Mohammed Kahouadji Ou l’humanisme Pop

L’œuvre de Mohammed Kahouadji oscille entre l’humour et l’ironie. Jouant sans cesse avec les personnalités mythiques qui nous hantent – rock stars, hommes politiques, héros de dessins animés, ces peintures ne sont jamais de simples caricatures, ni moins encore la reproduction mécanique d’un état de fait. Quelque chose comme un élan d’amour les traverse ; comme une envie de guérir les plaies même du Pop Art et de prendre contre-pied le cynisme de sa démarche. Et si, à l’instar de ce que voulu faire la Figuration Narrative avec l’objet manufacturé, la peinture Pop retrouvait ici sa part d’humanité, et par là même, le sens de sa vocation ?
par Frédéric-Charles Baitinger
Enfant chéri de son époque, l’artiste est toujours le fils de la culture qu’il reçoit. Mais c’est en tant que fils, aussi, qu’il se saisit des images et des valeurs qu’on lui donne, et qu’il les juge à son tour ; affirmant contre elles sa puissance propre. Ni tout à fait servile, ni vraiment indépendante, l’imagination de Kahouadji épouse les formes qu’elle contemple, tout en leur donnant la valeur d’un symbole ou d’un archétype.

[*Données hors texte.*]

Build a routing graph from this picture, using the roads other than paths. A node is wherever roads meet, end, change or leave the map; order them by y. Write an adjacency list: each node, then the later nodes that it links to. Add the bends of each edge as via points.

Que ce soit dans sa toile « When we were kings », ou bien encore dans cette autre intitulée « Laissés sans défense », différents niveaux de sens et de narrations se superposent, forçant ainsi le spectateur à s’interroger sur l’idée même qu’il pensait pouvoir se faire de l’image. Quelque chose résiste à l’interprétation littérale, sans pour autant que le sens implicite de chaque toile en soit contaminé.
Dans une atmosphère hallucinée, un zèbre aux couleurs acidulées, broute (ou bien alors lèche-t-il ?) les parties nobles d’un lion, lui-même couché sur le dos, et comme saisit d’un ronronnement d’extase. Comment décrire une telle ambiguïté sans renoncer au principe qui articule notre langue : le principe de non contradiction ? Ou bien alors – cette ambiguïté foncière de l’image – serait-elle justement ce qui distingue la peinture comme art de tous ces faux prétendants : le graphisme, la publicité, et plus largement encore, tout ce qui relève de la communication ?

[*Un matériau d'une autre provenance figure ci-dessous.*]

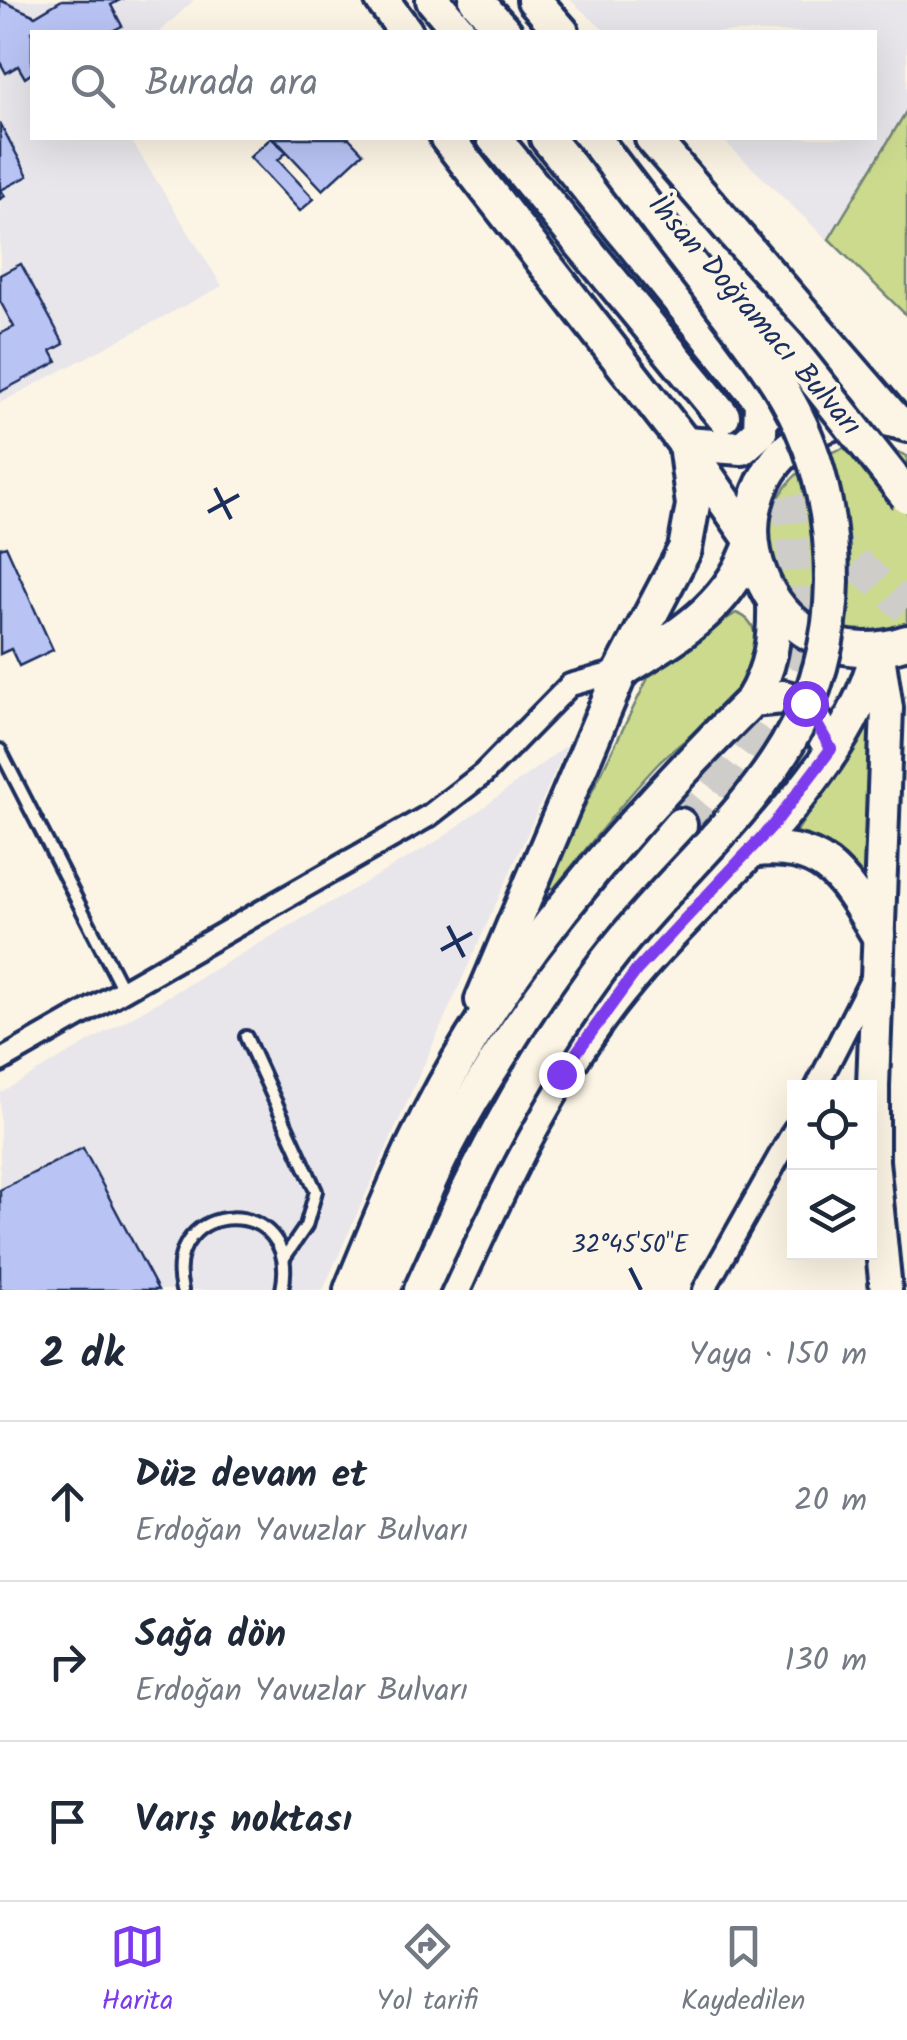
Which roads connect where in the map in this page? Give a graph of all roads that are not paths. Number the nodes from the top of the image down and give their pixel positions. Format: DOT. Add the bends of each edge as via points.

Une chose est sûre : sans ce flottement insigne, sans cette polysémie latente qui hante chacune de ses toiles, l’œuvre de Kahouadji perdrait son sens et sa force d’impacte. Toujours construites de manière à susciter l’étonnement, ces œuvres représentent le seul et véritable antidote contre les mauvais effets que ne cesse de produire notre société du spectacle.

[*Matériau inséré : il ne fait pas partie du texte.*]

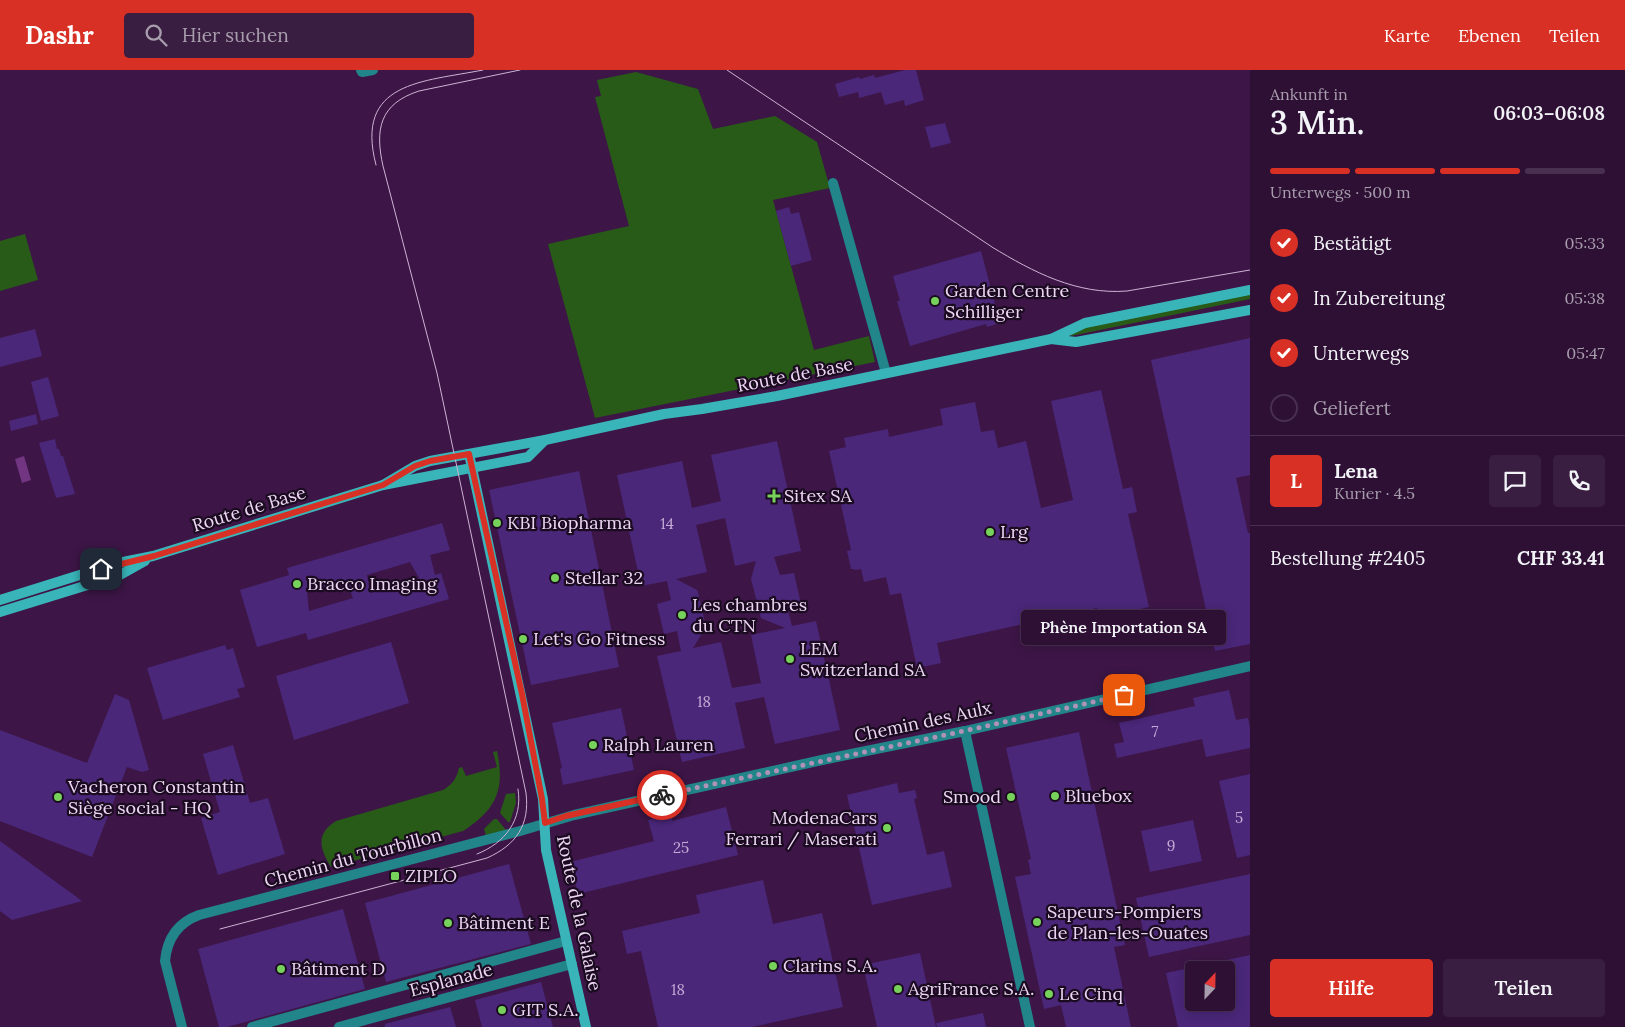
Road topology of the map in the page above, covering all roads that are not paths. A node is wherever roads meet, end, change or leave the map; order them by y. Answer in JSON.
{"nodes":[{"id":1,"x":834,"y":183,"type":"dead end"},
{"id":2,"x":1250,"y":290,"type":"edge"},
{"id":3,"x":1250,"y":310,"type":"edge"},
{"id":4,"x":1051,"y":339,"type":"junction"},
{"id":5,"x":886,"y":373,"type":"junction"},
{"id":6,"x":545,"y":440,"type":"junction"},
{"id":7,"x":469,"y":454,"type":"junction"},
{"id":8,"x":472,"y":468,"type":"junction"},
{"id":9,"x":383,"y":485,"type":"junction"},
{"id":10,"x":154,"y":556,"type":"junction"},
{"id":11,"x":0,"y":600,"type":"edge"},
{"id":12,"x":0,"y":612,"type":"edge"},
{"id":13,"x":1250,"y":666,"type":"edge"},
{"id":14,"x":964,"y":731,"type":"junction"},
{"id":15,"x":545,"y":823,"type":"junction"},
{"id":16,"x":566,"y":941,"type":"junction"},
{"id":17,"x":572,"y":964,"type":"junction"},
{"id":18,"x":182,"y":1027,"type":"edge"},
{"id":19,"x":252,"y":1027,"type":"edge"},
{"id":20,"x":339,"y":1027,"type":"edge"},
{"id":21,"x":586,"y":1027,"type":"edge"},
{"id":22,"x":1030,"y":1027,"type":"edge"}],
"edges":[{"from":1,"to":5,"type":"street"},
{"from":2,"to":4,"type":"street","name":"Route de Base"},
{"from":3,"to":4,"type":"street","name":"Route de Base"},
{"from":4,"to":5,"type":"street","name":"Route de Base"},
{"from":5,"to":6,"type":"street","name":"Route de Base"},
{"from":6,"to":7,"type":"street","name":"Route de Base"},
{"from":6,"to":8,"type":"street","name":"Route de Base"},
{"from":7,"to":8,"type":"street","name":"Route de la Galaise"},
{"from":7,"to":9,"type":"street","name":"Route de Base"},
{"from":8,"to":9,"type":"street","name":"Route de Base"},
{"from":8,"to":15,"type":"street","name":"Route de la Galaise"},
{"from":9,"to":10,"type":"street","name":"Route de Base"},
{"from":10,"to":11,"type":"street","name":"Route de Base"},
{"from":10,"to":12,"type":"street","name":"Route de Base"},
{"from":13,"to":14,"type":"street","name":"Chemin des Aulx"},
{"from":14,"to":15,"type":"street","name":"Chemin des Aulx"},
{"from":14,"to":22,"type":"street"},
{"from":15,"to":16,"type":"street","name":"Route de la Galaise"},
{"from":15,"to":18,"type":"street","name":"Chemin du Tourbillon"},
{"from":16,"to":17,"type":"street","name":"Route de la Galaise"},
{"from":16,"to":19,"type":"street","name":"Esplanade"},
{"from":17,"to":20,"type":"street","name":"Esplanade"},
{"from":17,"to":21,"type":"street","name":"Route de la Galaise"}]}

A rebours de tous les signes univoques qui ont progressivement envahis nos villes, la peinture de cet artiste est dialectique, au sens où ses compositions ne sont jamais simples, ni directement lisibles ou compréhensibles sans un effort de notre part. C’est pourquoi, nous serions tentés d’attribuer à Kahouadji cette maxime : la valeur d’une peinture se mesure au nombre de contradictions internes qu’elle connote. Toute image qui n’est pas construite autour d’un tel paradoxe n’est qu’une pâle copie d’une pensée morte.